== Exercise requirements ==
State, as a single number, how many lines in the data below contain "Summarize".
BEGIN Data for this task
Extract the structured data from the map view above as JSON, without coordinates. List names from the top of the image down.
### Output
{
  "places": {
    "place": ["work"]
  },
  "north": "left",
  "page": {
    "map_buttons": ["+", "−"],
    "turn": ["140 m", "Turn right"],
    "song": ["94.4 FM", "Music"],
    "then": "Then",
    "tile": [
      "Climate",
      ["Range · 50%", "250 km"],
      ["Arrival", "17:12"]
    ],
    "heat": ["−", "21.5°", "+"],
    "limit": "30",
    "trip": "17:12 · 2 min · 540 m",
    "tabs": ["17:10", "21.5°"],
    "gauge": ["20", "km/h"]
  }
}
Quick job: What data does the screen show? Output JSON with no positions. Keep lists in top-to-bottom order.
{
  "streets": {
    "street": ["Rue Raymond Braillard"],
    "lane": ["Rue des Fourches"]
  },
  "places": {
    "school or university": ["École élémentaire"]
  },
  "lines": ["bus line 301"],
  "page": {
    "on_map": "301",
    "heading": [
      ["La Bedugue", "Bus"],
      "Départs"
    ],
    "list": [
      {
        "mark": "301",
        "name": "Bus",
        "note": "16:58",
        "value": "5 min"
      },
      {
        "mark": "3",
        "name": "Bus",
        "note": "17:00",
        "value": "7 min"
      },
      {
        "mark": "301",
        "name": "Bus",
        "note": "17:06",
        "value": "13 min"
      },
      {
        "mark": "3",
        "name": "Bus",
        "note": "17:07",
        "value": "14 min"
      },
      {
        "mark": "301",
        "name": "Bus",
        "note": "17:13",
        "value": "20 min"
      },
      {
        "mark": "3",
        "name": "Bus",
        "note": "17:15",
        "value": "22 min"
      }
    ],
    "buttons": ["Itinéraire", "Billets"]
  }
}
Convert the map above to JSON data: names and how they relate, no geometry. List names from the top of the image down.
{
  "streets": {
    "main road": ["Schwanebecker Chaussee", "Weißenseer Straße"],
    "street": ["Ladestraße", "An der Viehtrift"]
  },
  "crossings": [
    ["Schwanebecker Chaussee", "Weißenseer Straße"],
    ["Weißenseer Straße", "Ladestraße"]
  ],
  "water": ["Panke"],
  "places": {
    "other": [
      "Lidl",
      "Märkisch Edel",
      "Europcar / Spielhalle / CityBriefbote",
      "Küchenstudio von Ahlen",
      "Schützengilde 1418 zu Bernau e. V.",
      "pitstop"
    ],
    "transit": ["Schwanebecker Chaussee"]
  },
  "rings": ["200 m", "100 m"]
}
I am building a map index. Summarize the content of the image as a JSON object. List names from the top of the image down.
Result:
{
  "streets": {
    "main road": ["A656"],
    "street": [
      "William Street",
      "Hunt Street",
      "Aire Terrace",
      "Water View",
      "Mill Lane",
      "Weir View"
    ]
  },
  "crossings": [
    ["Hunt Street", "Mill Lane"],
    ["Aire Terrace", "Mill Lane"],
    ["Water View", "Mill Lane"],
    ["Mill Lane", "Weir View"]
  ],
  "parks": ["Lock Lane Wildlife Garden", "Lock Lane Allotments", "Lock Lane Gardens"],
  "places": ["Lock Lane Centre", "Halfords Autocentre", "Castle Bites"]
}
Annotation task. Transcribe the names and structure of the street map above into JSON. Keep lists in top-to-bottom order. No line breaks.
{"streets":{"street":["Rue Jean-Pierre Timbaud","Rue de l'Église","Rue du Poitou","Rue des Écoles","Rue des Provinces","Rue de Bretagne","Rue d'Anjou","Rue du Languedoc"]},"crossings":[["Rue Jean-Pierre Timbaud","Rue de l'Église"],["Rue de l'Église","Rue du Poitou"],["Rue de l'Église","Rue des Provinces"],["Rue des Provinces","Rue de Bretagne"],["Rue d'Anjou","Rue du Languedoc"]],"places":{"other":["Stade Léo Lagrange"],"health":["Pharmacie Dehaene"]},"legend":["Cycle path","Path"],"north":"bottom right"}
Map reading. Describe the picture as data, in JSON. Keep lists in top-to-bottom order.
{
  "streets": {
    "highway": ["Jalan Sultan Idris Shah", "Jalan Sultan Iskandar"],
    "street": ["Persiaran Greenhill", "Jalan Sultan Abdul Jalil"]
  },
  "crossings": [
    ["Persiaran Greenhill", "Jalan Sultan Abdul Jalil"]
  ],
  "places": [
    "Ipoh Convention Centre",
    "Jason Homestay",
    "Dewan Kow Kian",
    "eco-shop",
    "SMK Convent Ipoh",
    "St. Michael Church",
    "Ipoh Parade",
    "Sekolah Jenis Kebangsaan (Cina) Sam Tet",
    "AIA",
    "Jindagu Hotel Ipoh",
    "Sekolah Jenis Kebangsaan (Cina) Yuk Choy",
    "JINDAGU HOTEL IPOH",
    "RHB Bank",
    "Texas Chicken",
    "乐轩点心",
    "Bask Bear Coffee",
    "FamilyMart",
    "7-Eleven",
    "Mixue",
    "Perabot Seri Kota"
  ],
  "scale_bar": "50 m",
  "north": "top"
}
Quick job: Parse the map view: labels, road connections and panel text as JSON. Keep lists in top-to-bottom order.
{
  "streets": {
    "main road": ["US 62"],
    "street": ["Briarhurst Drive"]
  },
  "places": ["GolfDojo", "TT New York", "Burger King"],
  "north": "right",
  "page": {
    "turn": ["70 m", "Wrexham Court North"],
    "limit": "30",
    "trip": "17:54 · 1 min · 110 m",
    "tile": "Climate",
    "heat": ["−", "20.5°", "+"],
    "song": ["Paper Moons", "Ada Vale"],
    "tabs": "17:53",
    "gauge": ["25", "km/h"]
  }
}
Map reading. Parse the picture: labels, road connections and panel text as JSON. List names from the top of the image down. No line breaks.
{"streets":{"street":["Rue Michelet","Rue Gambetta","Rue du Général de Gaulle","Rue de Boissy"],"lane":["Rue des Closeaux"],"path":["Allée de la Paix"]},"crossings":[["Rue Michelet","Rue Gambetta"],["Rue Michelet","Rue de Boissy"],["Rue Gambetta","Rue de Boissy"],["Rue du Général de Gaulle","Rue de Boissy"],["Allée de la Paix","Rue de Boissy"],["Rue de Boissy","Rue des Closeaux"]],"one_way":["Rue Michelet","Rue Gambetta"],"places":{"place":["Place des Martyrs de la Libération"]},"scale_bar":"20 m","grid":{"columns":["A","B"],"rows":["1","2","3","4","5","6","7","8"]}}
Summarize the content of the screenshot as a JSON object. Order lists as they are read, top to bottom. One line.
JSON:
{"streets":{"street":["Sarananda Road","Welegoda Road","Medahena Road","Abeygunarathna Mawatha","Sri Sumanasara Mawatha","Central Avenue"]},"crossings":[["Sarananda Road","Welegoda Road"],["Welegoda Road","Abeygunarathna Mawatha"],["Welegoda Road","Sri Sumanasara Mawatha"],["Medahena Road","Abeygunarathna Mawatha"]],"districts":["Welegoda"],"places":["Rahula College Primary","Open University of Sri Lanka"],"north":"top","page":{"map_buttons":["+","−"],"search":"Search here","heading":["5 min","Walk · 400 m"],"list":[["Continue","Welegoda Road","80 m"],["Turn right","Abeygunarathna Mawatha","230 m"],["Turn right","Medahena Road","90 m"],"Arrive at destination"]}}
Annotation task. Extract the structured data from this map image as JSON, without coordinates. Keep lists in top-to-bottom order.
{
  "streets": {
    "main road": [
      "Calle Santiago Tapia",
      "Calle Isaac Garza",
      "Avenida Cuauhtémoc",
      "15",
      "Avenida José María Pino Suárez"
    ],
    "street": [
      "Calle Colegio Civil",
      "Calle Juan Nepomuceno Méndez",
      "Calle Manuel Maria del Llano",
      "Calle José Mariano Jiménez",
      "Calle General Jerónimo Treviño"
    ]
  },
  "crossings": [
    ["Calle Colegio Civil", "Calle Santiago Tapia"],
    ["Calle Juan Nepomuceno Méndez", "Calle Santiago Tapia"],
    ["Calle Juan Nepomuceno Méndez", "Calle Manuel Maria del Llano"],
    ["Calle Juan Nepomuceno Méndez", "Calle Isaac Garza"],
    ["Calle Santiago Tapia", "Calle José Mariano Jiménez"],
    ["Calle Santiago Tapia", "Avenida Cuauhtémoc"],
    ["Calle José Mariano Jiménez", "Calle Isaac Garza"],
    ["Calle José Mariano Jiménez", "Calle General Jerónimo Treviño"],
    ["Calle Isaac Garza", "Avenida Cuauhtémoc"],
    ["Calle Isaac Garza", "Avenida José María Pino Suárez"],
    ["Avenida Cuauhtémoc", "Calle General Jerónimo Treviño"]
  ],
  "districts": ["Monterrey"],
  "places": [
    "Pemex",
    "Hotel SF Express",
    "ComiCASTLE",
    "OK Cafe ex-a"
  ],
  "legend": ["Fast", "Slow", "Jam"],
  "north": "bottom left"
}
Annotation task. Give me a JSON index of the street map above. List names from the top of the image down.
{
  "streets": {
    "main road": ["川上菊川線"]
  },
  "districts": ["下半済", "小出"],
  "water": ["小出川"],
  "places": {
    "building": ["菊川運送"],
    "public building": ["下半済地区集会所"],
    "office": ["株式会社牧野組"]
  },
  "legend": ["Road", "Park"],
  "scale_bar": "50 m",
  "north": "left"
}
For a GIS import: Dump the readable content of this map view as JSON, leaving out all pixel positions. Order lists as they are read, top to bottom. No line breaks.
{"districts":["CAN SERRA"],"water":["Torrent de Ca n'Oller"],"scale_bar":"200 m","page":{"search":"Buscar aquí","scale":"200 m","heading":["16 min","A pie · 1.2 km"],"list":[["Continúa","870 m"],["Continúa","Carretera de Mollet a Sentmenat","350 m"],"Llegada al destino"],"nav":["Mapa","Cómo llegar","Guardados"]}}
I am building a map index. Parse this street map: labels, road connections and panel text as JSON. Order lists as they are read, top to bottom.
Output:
END Data for this task
== Written solution ==
2